#254 closed defect (fixed)
wiki-parse deficiencies
Reported by: | Moritz Heidkamp | Owned by: | sjamaan |
---|---|---|---|
Priority: | major | Milestone: | |
Component: | extensions | Version: | 4.5.0 |
Keywords: | wiki-parse | Cc: | Ivan Raikov |
Estimated difficulty: |
Description
This ticket is supposed to act as a collection of parsing errors in wiki-parse.
- definition lists result in multiple <dl>s with one <dt>/<dd> pair each instead of one lists with multiple pairs. See http://209.172.49.65/man/4/The%20User%27s%20Manual for an example (oddly, the lists on http://209.172.49.65/ are rendered correctly).
- enscript tags should be converted to something like <pre><code>
- handle nowiki in some reasonable way
Change History (32)
comment:1 Changed 14 years ago by
comment:2 follow-up: 4 Changed 14 years ago by
wiki-parse has quite a few other deficiencies, such as inability to handle nested lists. Assuming you want to keep svnwiki syntax exactly the same, an option is to just scrap it and use svnwiki-sxml from chicken-doc. You can also look separately at chicken-doc-html.scm in chickadee for ideas of how to render the SXML to HTML.
comment:3 Changed 14 years ago by
... and if you want to use svnwiki-sxml, I will pull it out into a separate egg.

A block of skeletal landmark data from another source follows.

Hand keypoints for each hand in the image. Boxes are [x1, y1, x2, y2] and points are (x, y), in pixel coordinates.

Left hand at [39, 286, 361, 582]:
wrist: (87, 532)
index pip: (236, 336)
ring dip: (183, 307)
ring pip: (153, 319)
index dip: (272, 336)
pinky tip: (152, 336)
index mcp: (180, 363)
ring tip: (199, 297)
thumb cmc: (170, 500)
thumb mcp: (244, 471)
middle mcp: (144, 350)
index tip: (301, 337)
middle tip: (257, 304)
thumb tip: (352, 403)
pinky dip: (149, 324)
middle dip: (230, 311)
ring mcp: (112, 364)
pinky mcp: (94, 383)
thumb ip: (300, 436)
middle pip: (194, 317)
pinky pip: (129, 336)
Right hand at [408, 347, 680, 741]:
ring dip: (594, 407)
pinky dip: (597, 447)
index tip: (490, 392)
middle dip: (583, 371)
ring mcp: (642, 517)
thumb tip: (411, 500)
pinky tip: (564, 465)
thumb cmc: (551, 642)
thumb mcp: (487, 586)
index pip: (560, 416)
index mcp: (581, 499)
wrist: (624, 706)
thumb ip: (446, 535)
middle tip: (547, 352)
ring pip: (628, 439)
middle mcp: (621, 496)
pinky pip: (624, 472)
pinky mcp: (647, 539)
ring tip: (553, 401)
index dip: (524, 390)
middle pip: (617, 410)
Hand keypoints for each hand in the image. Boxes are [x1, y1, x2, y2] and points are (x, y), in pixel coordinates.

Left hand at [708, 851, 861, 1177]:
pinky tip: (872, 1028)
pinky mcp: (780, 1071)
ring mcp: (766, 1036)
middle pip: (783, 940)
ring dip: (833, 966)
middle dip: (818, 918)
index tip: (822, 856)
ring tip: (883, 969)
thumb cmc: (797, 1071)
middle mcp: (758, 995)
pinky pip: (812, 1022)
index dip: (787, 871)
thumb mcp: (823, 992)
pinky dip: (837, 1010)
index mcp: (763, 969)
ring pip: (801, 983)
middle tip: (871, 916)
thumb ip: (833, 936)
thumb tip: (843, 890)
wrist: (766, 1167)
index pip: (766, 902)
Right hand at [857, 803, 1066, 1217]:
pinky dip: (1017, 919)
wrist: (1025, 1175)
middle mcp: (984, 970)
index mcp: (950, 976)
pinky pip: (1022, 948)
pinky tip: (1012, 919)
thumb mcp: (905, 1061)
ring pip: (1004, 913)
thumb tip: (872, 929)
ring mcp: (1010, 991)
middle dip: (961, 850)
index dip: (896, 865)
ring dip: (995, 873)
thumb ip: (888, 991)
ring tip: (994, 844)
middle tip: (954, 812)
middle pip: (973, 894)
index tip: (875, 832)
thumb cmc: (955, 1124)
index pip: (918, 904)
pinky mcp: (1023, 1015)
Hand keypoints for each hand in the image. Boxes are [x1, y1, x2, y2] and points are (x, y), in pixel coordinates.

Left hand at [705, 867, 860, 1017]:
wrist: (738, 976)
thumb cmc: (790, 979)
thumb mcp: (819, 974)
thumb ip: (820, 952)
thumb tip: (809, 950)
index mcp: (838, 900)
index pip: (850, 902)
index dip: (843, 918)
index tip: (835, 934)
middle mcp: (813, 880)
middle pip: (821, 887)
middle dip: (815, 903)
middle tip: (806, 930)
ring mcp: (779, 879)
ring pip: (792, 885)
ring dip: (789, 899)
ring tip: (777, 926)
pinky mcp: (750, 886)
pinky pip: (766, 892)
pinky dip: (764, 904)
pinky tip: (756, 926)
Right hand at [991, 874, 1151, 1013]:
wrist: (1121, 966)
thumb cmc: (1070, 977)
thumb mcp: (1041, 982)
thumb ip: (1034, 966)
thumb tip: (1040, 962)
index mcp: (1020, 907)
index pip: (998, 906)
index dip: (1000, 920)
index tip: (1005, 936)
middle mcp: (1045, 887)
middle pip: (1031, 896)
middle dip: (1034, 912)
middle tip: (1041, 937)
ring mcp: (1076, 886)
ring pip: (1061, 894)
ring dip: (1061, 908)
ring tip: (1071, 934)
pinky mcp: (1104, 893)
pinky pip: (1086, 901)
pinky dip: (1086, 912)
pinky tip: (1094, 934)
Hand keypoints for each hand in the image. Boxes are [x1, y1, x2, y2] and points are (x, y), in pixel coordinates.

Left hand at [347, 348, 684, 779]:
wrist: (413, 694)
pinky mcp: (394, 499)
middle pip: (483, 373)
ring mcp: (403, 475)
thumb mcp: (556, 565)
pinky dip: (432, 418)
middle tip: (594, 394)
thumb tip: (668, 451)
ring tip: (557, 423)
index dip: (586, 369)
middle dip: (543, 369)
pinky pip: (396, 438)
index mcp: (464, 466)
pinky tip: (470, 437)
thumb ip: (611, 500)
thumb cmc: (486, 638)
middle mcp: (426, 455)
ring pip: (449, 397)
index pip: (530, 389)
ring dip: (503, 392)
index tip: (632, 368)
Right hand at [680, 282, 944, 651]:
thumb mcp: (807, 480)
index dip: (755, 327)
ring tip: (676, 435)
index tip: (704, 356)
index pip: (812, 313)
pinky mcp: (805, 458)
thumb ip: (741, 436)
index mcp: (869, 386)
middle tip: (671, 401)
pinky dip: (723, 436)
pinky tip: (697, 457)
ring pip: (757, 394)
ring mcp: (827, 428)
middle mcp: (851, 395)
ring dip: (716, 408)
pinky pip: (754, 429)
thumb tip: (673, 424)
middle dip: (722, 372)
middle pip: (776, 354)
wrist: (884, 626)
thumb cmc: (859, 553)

comment:4 follow-ups: 7 9 10 Changed 14 years ago by
Replying to zbigniew:
wiki-parse has quite a few other deficiencies, such as inability to handle nested lists. Assuming you want to keep svnwiki syntax exactly the same, an option is to just scrap it and use svnwiki-sxml from chicken-doc. You can also look separately at chicken-doc-html.scm in chickadee for ideas of how to render the SXML to HTML.
I can't find the code for chickadee. It's not under eggs, and I don't see a repo link on http://3e8.org/zb/ or http://3e8.org/chickadee
If the svnwiki parser of chickadee is as complete as wiki-parse, an egg for it would be much appreciated. wiki-parse is buggy and kind of slow IMO.
comment:5 follow-up: 6 Changed 14 years ago by
Replying to syn:
This ticket is supposed to act as a collection of parsing errors in wiki-parse.
- definition lists result in multiple <dl>s with one <dt>/<dd> pair each instead of one lists with multiple pairs. See http://209.172.49.65/man/4/The%20User%27s%20Manual for an example (oddly, the lists on http://209.172.49.65/ are rendered correctly).
- enscript tags should be converted to something like <pre><code>
Agreed
- handle nowiki in some reasonable way
What's unreasonable about the way it's handled now? The chicken logo and ohloh factoids sheet on the index page are both nowiki and look fine to me.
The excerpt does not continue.